In many cases the problems appear to be getting worse with only the Great Western ambulance service - the smallest in the country - seeing a clear improvement year-on-year although a quarter of patients are still waiting for more than 15 minutes.
North East
The service has a team of on-call officers who are dispatched to hospitals during peaks of activity, but the proportion of patients who experience delays has stubbornly hovered between 15% and 20% a month since April 2010.North West
The trust monitors turnaround times - that includes the handover period plus the time it takes to clean and restock the vehicle. During the past two years, 26 of the region's 33 hospitals have seen rises in the amount of time they have to spend on site.Yorkshire
The trust monitors turnaround times - that includes the handover plus the time it takes to clean and restock the vehicle. During the past 12 months, the time spent at 13 of the 18 local hospitals has risen.East Midlands
From October 2010 to September 2011 a third of handovers breached the 15-minute target. During the 12 months before that the figure was under a quarter. In recent months the service has been piloting a new system using hospital ambulance liaison officers to work with hospitals.West Midlands
Due to ongoing problems, the service has introduced liaison officers at all the main hospitals to work alongside bed managers to find solutions when problems arise. There are some signs this is having an impact, but in the first nine months of 2011 39% of handovers were still over 15 minutes.East of England
Delays have been rising over the past two years. Last year more than 100,000 cases took longer than 15 minutes to handover - 40% of patients dealt with. The trust said it was working "proactively" as any delay meant "time off the road for our crews".London
At the start of January 2009, just over a quarter of handovers breached 15 minutes, but in recent months that figure has been consistently over 45%. The service acknowledged "hundreds of hours are being lost every week" by crews that were not able to attend to calls as fast as possible.South Western
Since the start of 2011 until September, the trust has been missing the 15-minute target about 4,000 times a month, nearly a quarter of the overall handovers. The service said it was "fully committed" to working with hospitals to tackle the problem.South Central
Since April the service has been regularly seeing over a third of handovers breach the 15-minute mark. It said this is being caused by surges in demand and a lack of hospital beds, but is continuing to "challenge" hospitals to improve their processes.South East Coast
The service has seen the hours lost to delays jump by 50% over the past two years to more than 35,000 hours last year. The trust said it was "continually looking to improve" and was liaising with local hospitals about what could be done. It recognises there is "work to be done".Great Western
The service is the smallest in the country, covering just eight hospitals. A quarter of handovers breached the 15-minute mark last year, although that represents a fall since 2008-09 when more than a third breached.Delays are mostly encountered when there is a surge in demand and hospitals run out of beds to put emergency patients in.
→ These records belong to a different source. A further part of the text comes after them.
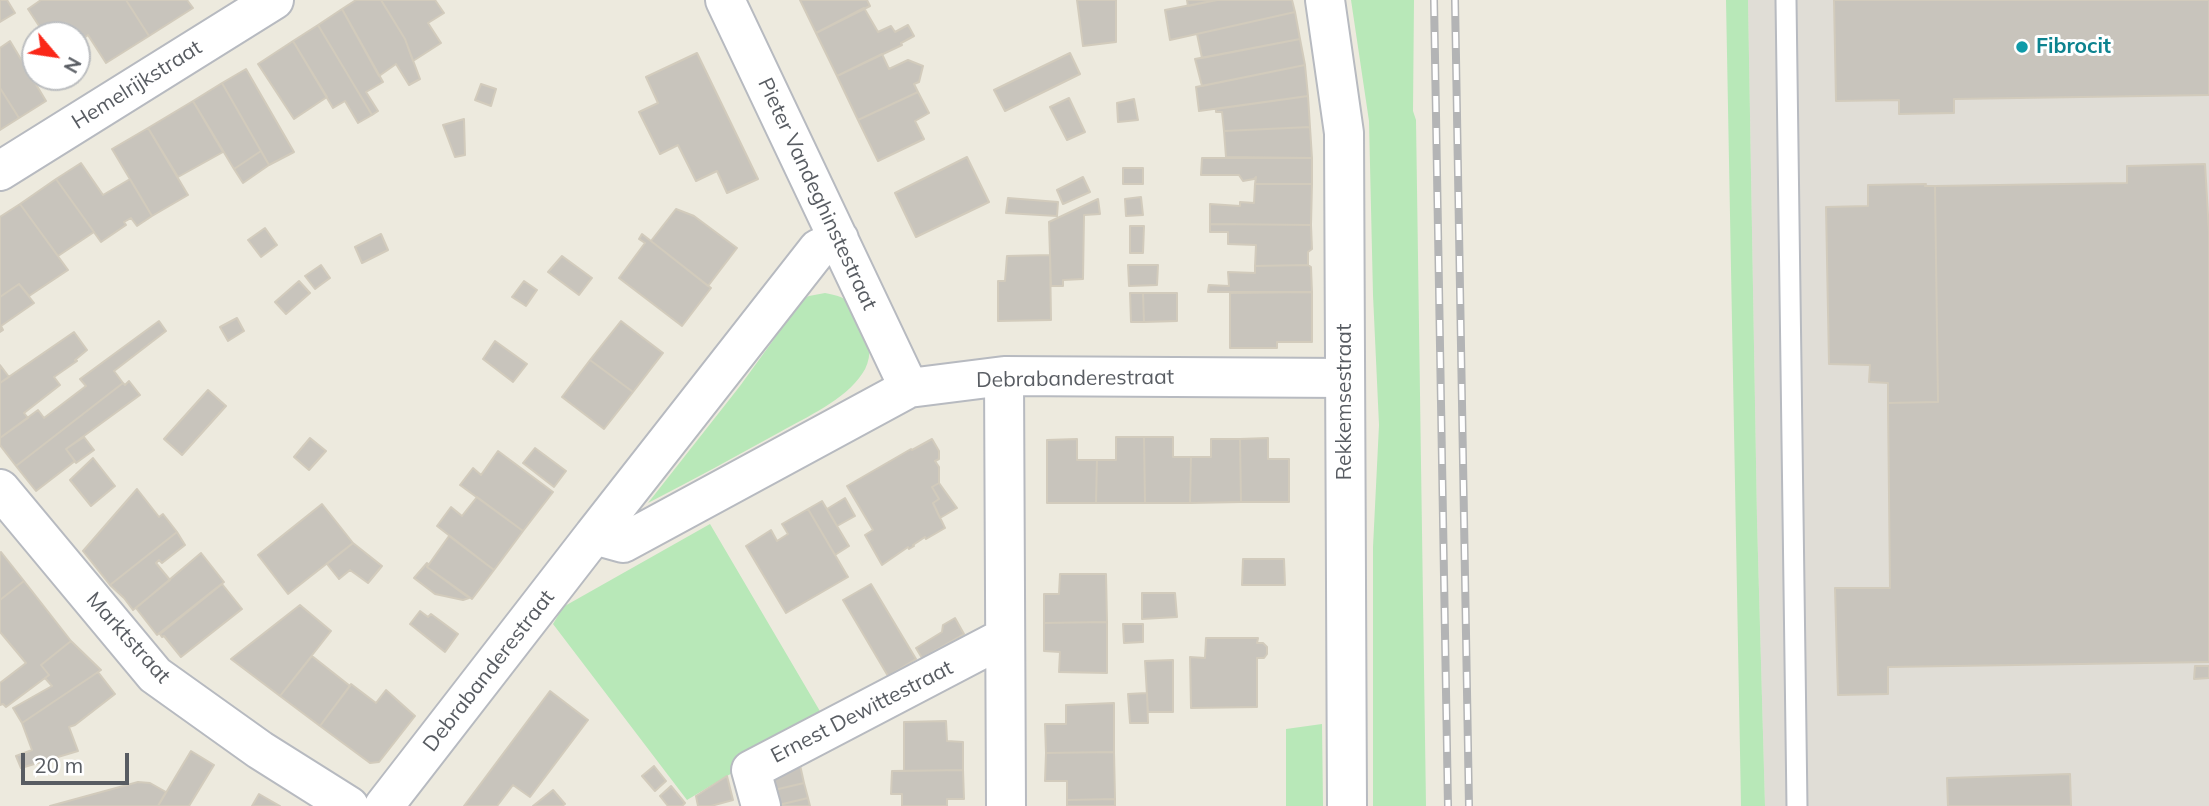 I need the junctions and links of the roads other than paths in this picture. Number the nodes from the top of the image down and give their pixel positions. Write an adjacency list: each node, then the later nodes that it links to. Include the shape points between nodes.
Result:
1 (274, 0): 5 (street, Hemelrijkstraat)
2 (726, 0): 6 (street, Pieter Vandeghinstestraat)
3 (1325, 0): 8 (street, Rekkemsestraat, via 1344,133)
4 (1786, 0): 18 (lane)
5 (0, 171)
6 (839, 239): 9 (street, Pieter Vandeghinstestraat); 11 (street, Debrabanderestraat, via 818,249)
7 (1004, 376): 8 (street, Debrabanderestraat); 9 (street, Debrabanderestraat); 12 (street)
8 (1345, 378): 17 (street, Rekkemsestraat)
9 (909, 388): 11 (street, Debrabanderestraat, via 623,543)
10 (0, 489): 13 (street, Marktstraat, via 155,675)
11 (594, 535): 14 (street, Debrabanderestraat)
12 (1005, 638): 15 (street, Ernest Dewittestraat, via 751,769); 16 (street)
13 (349, 806)
14 (384, 806)
15 (761, 806)
16 (1006, 806)
17 (1347, 806)
18 (1797, 806)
Jonathan Fox, of the Association of Professional Ambulance Personnel, said: "There are some horrendous delays being experienced - waits of over an hour aren't unheard of. It means we can't get out to attend other patients as quickly as we should and that is a risk."
Jo Webber, deputy policy director of the NHS Confederation, which represents both hospital and ambulance managers, said: "This is a sign of a system that is getting very busy. We are getting more and more 999 calls. In recent years, we have tried to treat more at the scene rather than conveying them to hospital.
"But the problem is it is now very finely balanced, there is no slack in the system so when it gets busy delays happen."
But Health Secretary Andrew Lansley said: "Hospitals need to ensure they have proper plans in place to deal with high demand."
The handover of patients in Wales, Northern Ireland and Scotland is recorded differently. However, ambulance chiefs acknowledged there were pressures in the system, but they were not as severe as in England.